Por sua vez, a ditadura aproveitava para identificar opositores, alguns dos quais vinham depois a ser presos. Como aconteceu a Maria Lamas, em 1949.
Em fevereiro desse ano, houve “eleições” para a presidência da República. E a oposição concentrou-se na candidatura de um velho general republicano, Norton de Matos.
O candidato não chegou a ir a votos, em protesto contra a falsificação das eleições. Mas ainda conseguiu suscitar uma assinalável participação popular na sua campanha.
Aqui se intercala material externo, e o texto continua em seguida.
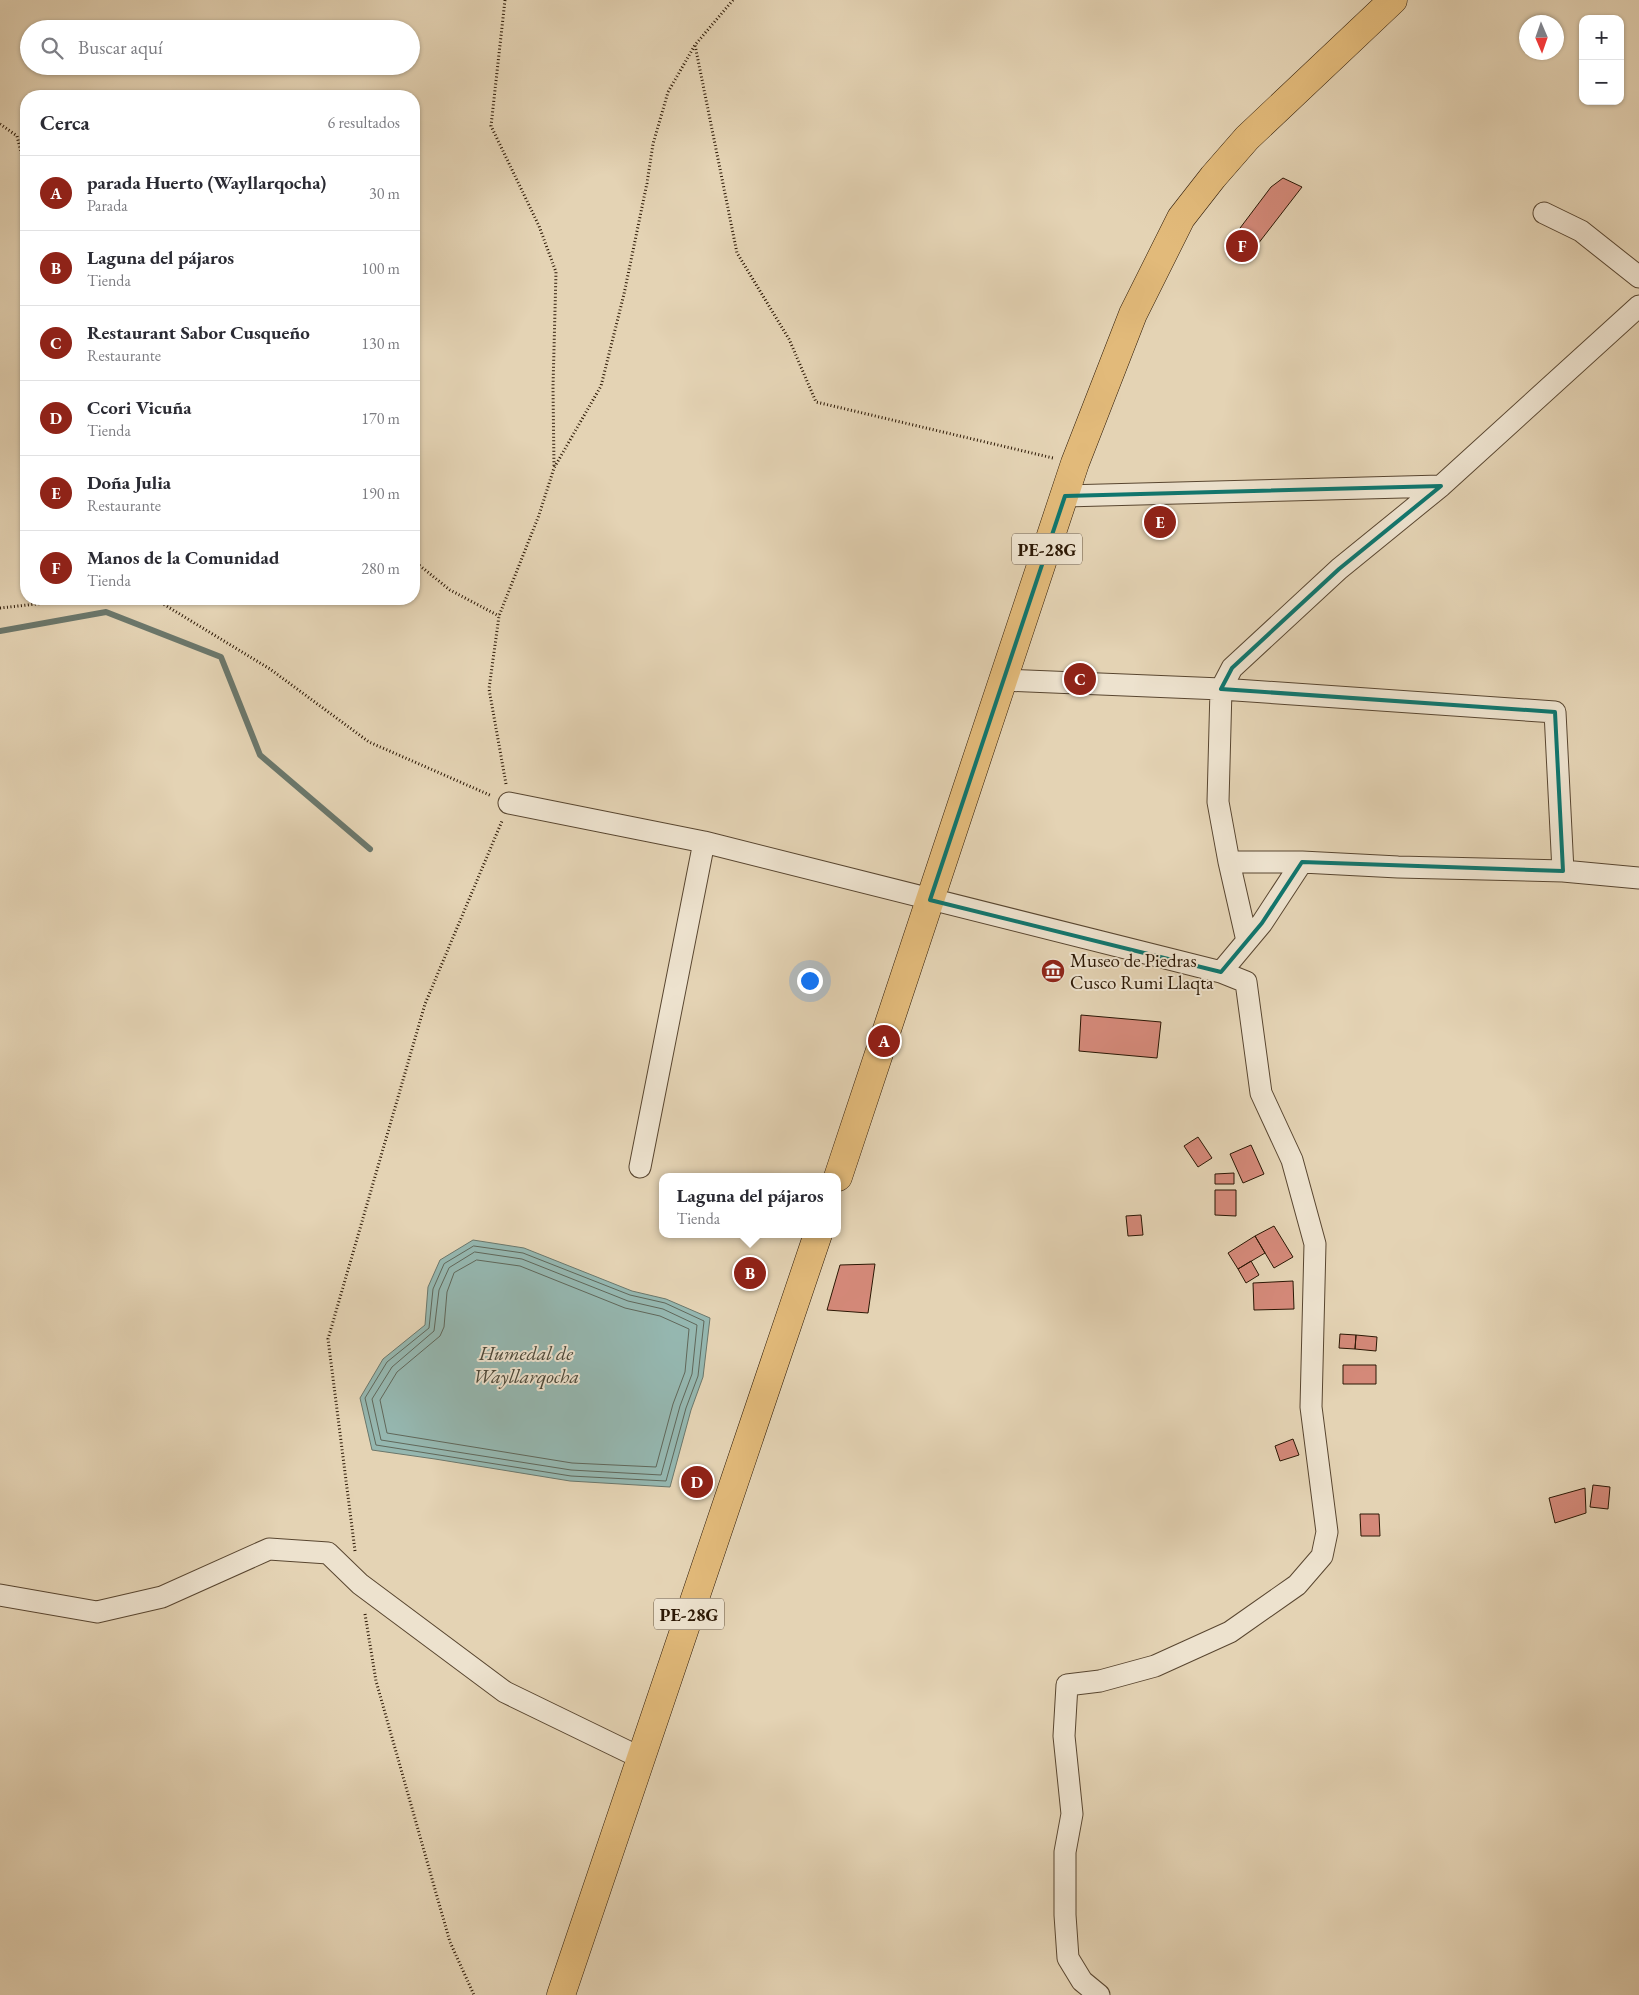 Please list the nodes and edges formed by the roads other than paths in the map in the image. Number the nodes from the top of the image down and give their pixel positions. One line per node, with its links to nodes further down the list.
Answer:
1 (1393, 0): 6 (highway, PE-28G)
2 (1544, 213): 3 (street)
3 (1639, 277)
4 (1639, 306): 5 (street)
5 (1440, 486): 6 (street); 8 (street)
6 (1065, 496): 7 (highway, PE-28G)
7 (1003, 680): 8 (street); 15 (highway, PE-28G)
8 (1221, 689): 11 (street); 13 (street)
9 (509, 803): 10 (street)
10 (704, 842): 15 (street); 18 (street)
11 (1229, 862): 12 (street); 16 (street)
12 (1302, 862): 13 (street); 16 (street)
13 (1563, 871): 14 (street)
14 (1639, 878)
15 (930, 900): 17 (street); 19 (highway, PE-28G)
16 (1247, 941): 17 (street)
17 (1221, 972): 24 (street)
18 (640, 1167)
19 (840, 1173)
20 (817, 1238): 22 (highway, PE-28G)
21 (0, 1596): 22 (street)
22 (641, 1758): 23 (highway, PE-28G)
23 (561, 1995)
24 (1099, 1995)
Foi todo um movimento de norte a sul do país. E entre as suas novidades esteve o nível de protagonismo político de mulheres. Uma das mais destacadas foi a torrejana Maria Lamas, com seus discursos em sessões de propaganda por vários distritos, como Évora, Lisboa, e Setúbal.
Liberdade
No dia 24 de janeiro de 1949, Maria Lamas marcou um momento da resistência à ditadura em Torres Novas.
Presidiu ali a um comício da campanha de Norton de Matos. E “foi recebida com indescritível entusiasmo”, sendo “saudada vibrantemente por todos os presentes”. [4]
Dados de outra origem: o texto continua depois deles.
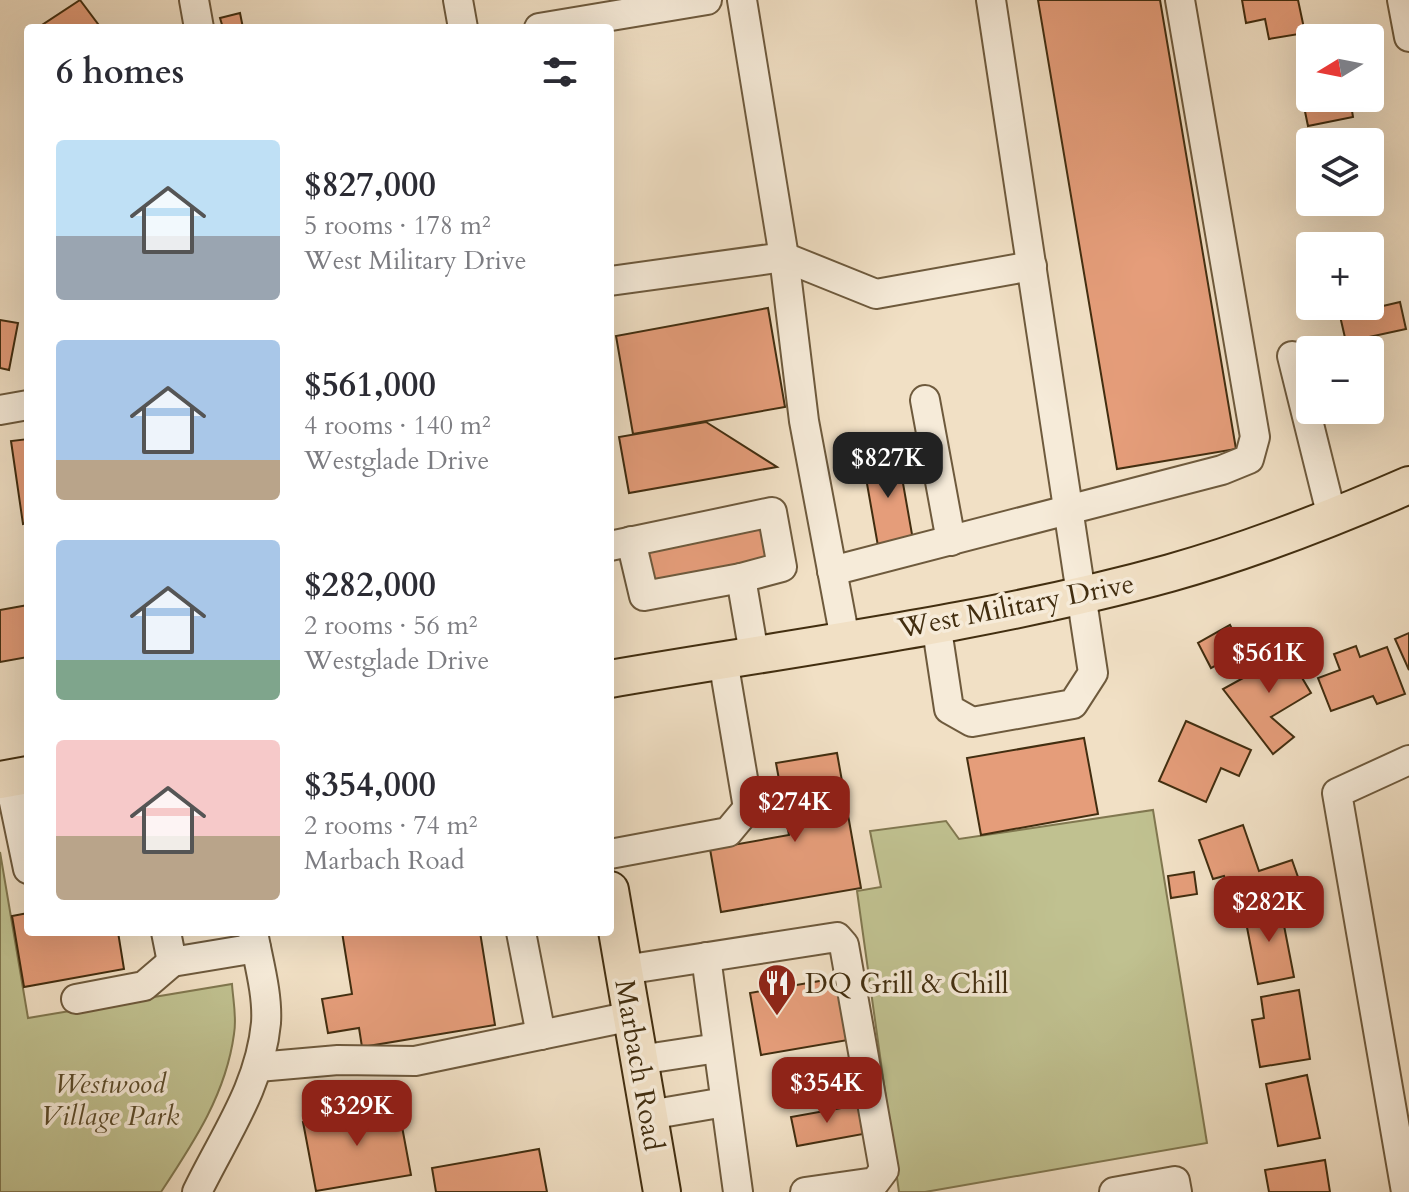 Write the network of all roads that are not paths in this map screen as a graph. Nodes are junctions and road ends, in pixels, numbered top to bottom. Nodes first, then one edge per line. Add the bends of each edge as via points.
1 (194, 0) edge
2 (458, 0) edge
3 (707, 0) edge
4 (742, 0) edge
5 (991, 0) edge
6 (1180, 0) edge
7 (1402, 0) edge
8 (198, 24) edge
9 (462, 24) edge
10 (563, 24) edge
11 (1409, 37) edge
12 (784, 257) junction
13 (1032, 266) junction
14 (614, 280) edge
15 (1292, 356) dead end
16 (925, 400) dead end
17 (24, 406) edge
18 (0, 410) edge
19 (1409, 485) edge
20 (1070, 511) junction
21 (1332, 517) junction
22 (951, 541) junction
23 (621, 543) edge
24 (832, 571) junction
25 (741, 578) junction
26 (1081, 595) junction
27 (936, 623) junction
28 (845, 639) junction
29 (738, 657) junction
30 (614, 678) edge
31 (1409, 760) edge
32 (12, 778) edge
33 (24, 846) edge
34 (614, 853) edge
35 (614, 913) edge
36 (167, 936) edge
37 (522, 936) edge
38 (254, 940) edge
39 (706, 957) junction
40 (172, 962) junction
41 (624, 970) junction
42 (76, 999) dead end
43 (632, 1016) junction
44 (541, 1035) junction
45 (718, 1048) junction
46 (639, 1060) junction
47 (258, 1067) junction
48 (725, 1102) junction
49 (649, 1115) junction
50 (197, 1192) edge
51 (662, 1192) edge
52 (738, 1192) edge
53 (805, 1192) edge
54 (1114, 1192) edge
55 (1177, 1192) edge
56 (1406, 1192) edge

1 - 8 street
2 - 9 street
3 - 10 street
4 - 12 street
5 - 13 street
6 - 20 street via 1255,437 1249,459 1222,470
7 - 11 street
12 - 13 street via 876,294
12 - 14 street
12 - 24 street via 804,421
13 - 20 street
15 - 21 street
16 - 22 street
17 - 18 street
19 - 21 main road, West Military Drive
20 - 22 street
20 - 26 street
21 - 26 main road, West Military Drive via 1213,560
22 - 24 street
23 - 25 street via 644,596
23 - 25 street via 772,512 782,567
24 - 28 street
25 - 29 street
26 - 27 main road, West Military Drive
26 - 27 street via 1093,673 1073,704 972,722 949,709
27 - 28 main road, West Military Drive
28 - 29 main road, West Military Drive
29 - 30 main road, West Military Drive
29 - 34 street via 748,808 728,832
31 - 56 street via 1337,793
32 - 33 street
35 - 41 main road, Marbach Road
36 - 40 street
37 - 44 street
38 - 40 street
38 - 47 street via 266,1021
39 - 41 street
39 - 45 street
39 - 53 street via 837,937 844,945 884,1170 875,1182
40 - 42 street via 144,986
41 - 43 main road, Marbach Road
43 - 44 street
43 - 46 main road, Marbach Road
44 - 47 street via 415,1061
45 - 46 street
45 - 48 street
46 - 49 main road, Marbach Road
47 - 50 street
48 - 49 street
48 - 52 street
49 - 51 main road, Marbach Road
54 - 55 street via 1175,1181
Aconteceu no antigo Teatro Maria Virgínia. E “entre os convidados que enchiam o Teatro, viam-se senhoras”. Também se contavam representantes das várias aldeias do concelho, e de outras terras “como Tomar, Santarém, Entroncamento, Alcanena, Vila Moreira, etc.”.
Quanto ao cenário, “no palco, sobriamente decorado, via-se o retrato do Candidato da Democracia, sobre uma enorme bandeira portuguesa, dísticos alusivos à sua candidatura e na sala, ornamentada com colchas e flores, destacavam-se cartazes de propaganda”.
A sessão abriu com o hino nacional, cantado “entusiasticamente por toda a assistência e com vivas à Pátria, à Democracia, à República, a Norton de Matos, etc.”
Abrindo a série de discursos, Maria Lamas referiu-se “à magnitude do momento” e chamou “para ele a atenção de todos os bons portugueses democratas e em especial a atenção da mulher”. Afirmando que “tal como o homem, também a mulher sofre com o desaparecimento de liberdade, pelo que a incita a lutar” pela sua conquista.
Falaram alguns outros oradores, como Manuel Ginestal Machado, advogado de Santarém e responsável distrital pela campanha; ou José de Oliveira Reis, médico de Torres Novas que presidia à comissão concelhia da candidatura.
“A sessão terminou com vivas ao sr. general Norton de Matos, à República, à Democracia e à Liberdade”.[5]
No mês em que se assinalam os 40 anos da morte de Maria Lamas, também cabe recordar estas sementes que ela lançou à terra onde nasceu.
Luís Carvalho é investigador.
Texto publicado originalmente no Mais Ribatejo.
Notas:
[1] «A Voz da Justiça», 20/04/1929, p.2
[2] «O Almonda», 13/04/1929, p.2
[3] «A Voz da Justiça», 20/04/1929, p.2
[4] «República», 25/01/1949, p.5
[5] «Primeiro de Janeiro», 27/01/1949, p.5.